BEFORE & AFTER Alexis Arquette’s experiences as a transgender woman in Hollywood
On the upcoming premiere of Dream School, David Arquette encounters a transgender student struggling to overcome a lifetime of bullying. During their emotional conversation, David explained how he watched his own sister, Alexis Arquette, deal with similar problems as a transgender woman.
Alexis was born in 1969 as Robert Arquette, one of the middle children in the famous Hollywood family. From a young age, she identified as a girl.
“I remember Alexis growing up, and we’d be in school in kindergarten, and they’d say, ‘Get in line, boys here, girls here.’ Alexis would always get in the girls’ line,” sister Patricia Arquette explained to the Los Angeles Times in 2008.
Alexis began acting in her teens and had her first significant role as an androgynous character in Down and Out in Beverly Hills. A few years later, she played a transvestite named Georgette in Last Exit to Brooklyn. She then went on to minor roles in major films, including Pulp Fiction and The Wedding Singer.
Through it all, the fact that she identified as a woman was not in question — but that didn’t make things any easier for Alexis, who didn’t make the official male-to-female transition until her late 30s.
“I don’t know why I feel this way. Is me feeling female the same as J.Lo feeling black? I don’t know. I don’t know why she feels that way,” Alexis said at a press conference in 2007.

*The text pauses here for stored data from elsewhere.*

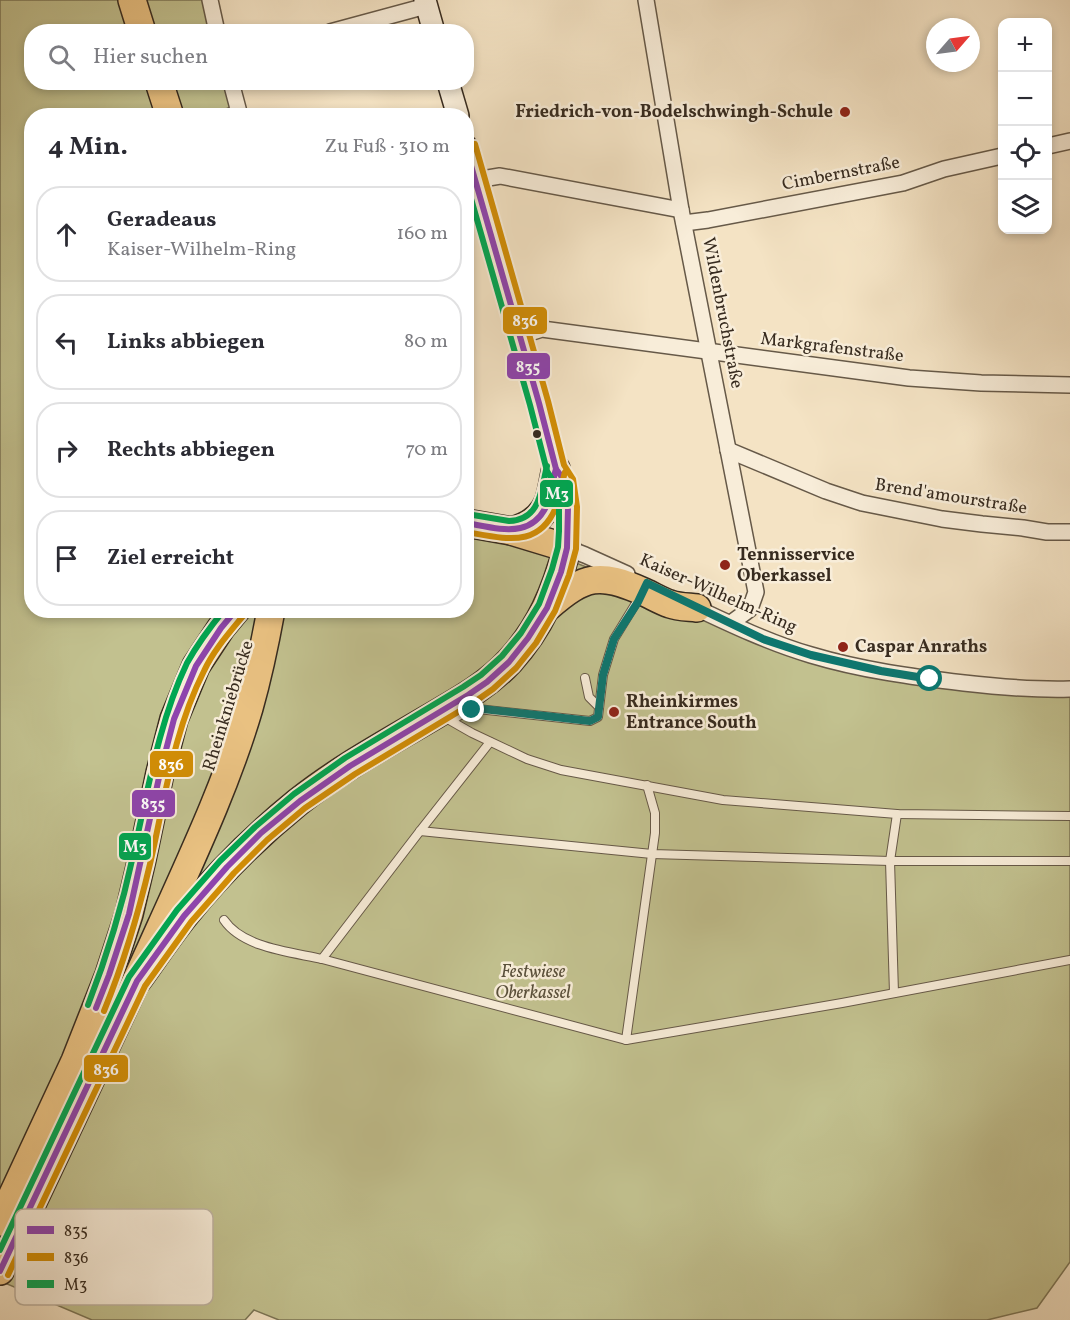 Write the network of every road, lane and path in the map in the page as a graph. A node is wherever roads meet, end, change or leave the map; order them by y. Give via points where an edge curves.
1 (132, 0) edge
2 (150, 0) edge
3 (210, 0) edge
4 (646, 0) edge
5 (426, 3) edge
6 (140, 24) edge
7 (158, 24) edge
8 (215, 24) edge
9 (356, 24) edge
10 (432, 24) edge
11 (162, 90) edge
12 (179, 90) edge
13 (233, 90) edge
14 (450, 90) edge
15 (167, 108) edge
16 (184, 108) edge
17 (238, 108) edge
18 (456, 108) edge
19 (1070, 141) edge
20 (1052, 145) edge
21 (998, 157) edge
22 (474, 173) edge
23 (476, 180) junction
24 (683, 216) junction
25 (520, 336) junction
26 (709, 352) junction
27 (1070, 385) edge
28 (728, 450) junction
29 (556, 469) junction
30 (474, 524) edge
31 (511, 531) junction
32 (1070, 532) edge
33 (567, 549) junction
34 (645, 587) junction
35 (547, 608) junction
36 (698, 608) joint
37 (229, 618) edge
38 (254, 618) edge
39 (270, 618) edge
40 (731, 623) junction
41 (585, 678) dead end
42 (1070, 689) edge
43 (599, 707) junction
44 (490, 742) junction
45 (647, 785) junction
46 (897, 814) junction
47 (1070, 816) edge
48 (420, 831) junction
49 (652, 854) junction
50 (890, 861) junction
51 (1070, 861) edge
52 (224, 920) dead end
53 (322, 959) junction
54 (1070, 960) edge
55 (137, 981) junction
56 (894, 993) junction
57 (626, 1040) junction
58 (87, 1060) junction
59 (26, 1209) edge
60 (0, 1222) edge
61 (15, 1235) edge
62 (0, 1271) edge

1 - 6 highway
2 - 7 highway
3 - 8 street
4 - 24 street, Wildenbruchstraße
5 - 9 street
5 - 10 street
11 - 15 highway
12 - 16 highway
13 - 17 street
14 - 18 street
19 - 20 street
21 - 24 street, Cimbernstraße via 903,183 708,220
22 - 23 street
23 - 24 street, Cimbernstraße via 500,176
23 - 25 street
24 - 26 street, Wildenbruchstraße
25 - 26 street, Markgrafenstraße via 542,329
25 - 29 street
26 - 27 street, Markgrafenstraße via 909,378
26 - 28 street, Wildenbruchstraße
28 - 32 street, Brend'amourstraße via 861,502 982,524
28 - 40 street, Wildenbruchstraße via 756,592 750,609
29 - 31 highway via 542,514 527,526
29 - 33 street via 564,480 568,507
30 - 31 highway
31 - 33 highway
33 - 34 street, Kaiser-Wilhelm-Ring
33 - 35 highway
34 - 35 highway via 592,580 574,586
34 - 36 highway via 670,604
34 - 43 lane via 614,639 600,675
35 - 55 highway via 509,662 487,682 350,766 261,833 184,916
36 - 40 street, Kaiser-Wilhelm-Ring
37 - 58 highway via 196,666 174,719 129,914
38 - 58 highway, Rheinkniebrücke via 235,702 215,759
39 - 55 highway, Rheinkniebrücke via 248,709 229,767
40 - 42 street, Kaiser-Wilhelm-Ring via 811,655 881,671 1002,687
41 - 43 lane via 589,697
43 - 44 lane via 598,717 590,721 478,709 451,721
44 - 45 lane via 561,770
44 - 48 lane
45 - 46 lane via 723,800
45 - 49 lane via 655,813
46 - 47 lane
46 - 50 lane
48 - 49 lane
48 - 53 lane
49 - 50 lane
49 - 57 lane
50 - 51 lane
50 - 56 lane
52 - 53 lane via 241,935 262,945
53 - 57 lane
54 - 56 lane
55 - 58 highway, Rheinkniebrücke
56 - 57 lane
58 - 59 highway
58 - 60 highway
61 - 62 highway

Alexis’ gender struggle became even clearer in 2007 when she allowed cameras to document her transition from male to female for Alexis Arquette: She’s My Brother. She was supported in the process by her self-described liberal family, which includes siblings David, Patricia, Richmond and Rosanna Arquette.
The critically acclaimed documentary was described as a film that “focuses on a year and a half of dramatic change in the life of an enigmatic and outrageous Hollywood character as Alexis’ journeys toward becoming male-to-female. Well known as an actor, drag persona (‘Eva Destruction’) and one of a family of celebrity siblings, it wasn’t until a few years ago that Alexis began to live full-time ‘as a woman’ and revealed to family and friends her plans to seek sex reassignment surgery.”
Since then, Alexis has been an outspoken advocate for transgender safety causes.
“Coming out as transgender in America from a celebrity family is a lot easier than it can be for private individuals anywhere else in the world,” she told Entertainment Tonight in 2009. “In fact, if you come out as transgender in certain parts of the world, you may be murdered in the street. Legally, under their laws, you may be murdered.”
She also spoke out in support of Chaz Bono (née Chastity Bono), the transgender son of Sonny and Cher who transitioned from female to male between 2008 and 2010.
“Chastity made the choice to come out as transgender. Chastity never made the choice of being transgender,” Alexis told Entertainment Tonight, clarifying the headline on a People cover. “In fact, there are a lot of transgender people who look at the difficulty of living this way and think, ‘Is it worth it?’ Of course it is, because nobody would choose this life. Nobody would choose to be ostracized. Nobody would choose to be questioned, and eyes rolled when they walk in the room — nobody wants that. We all just want to be accepted for who we are.”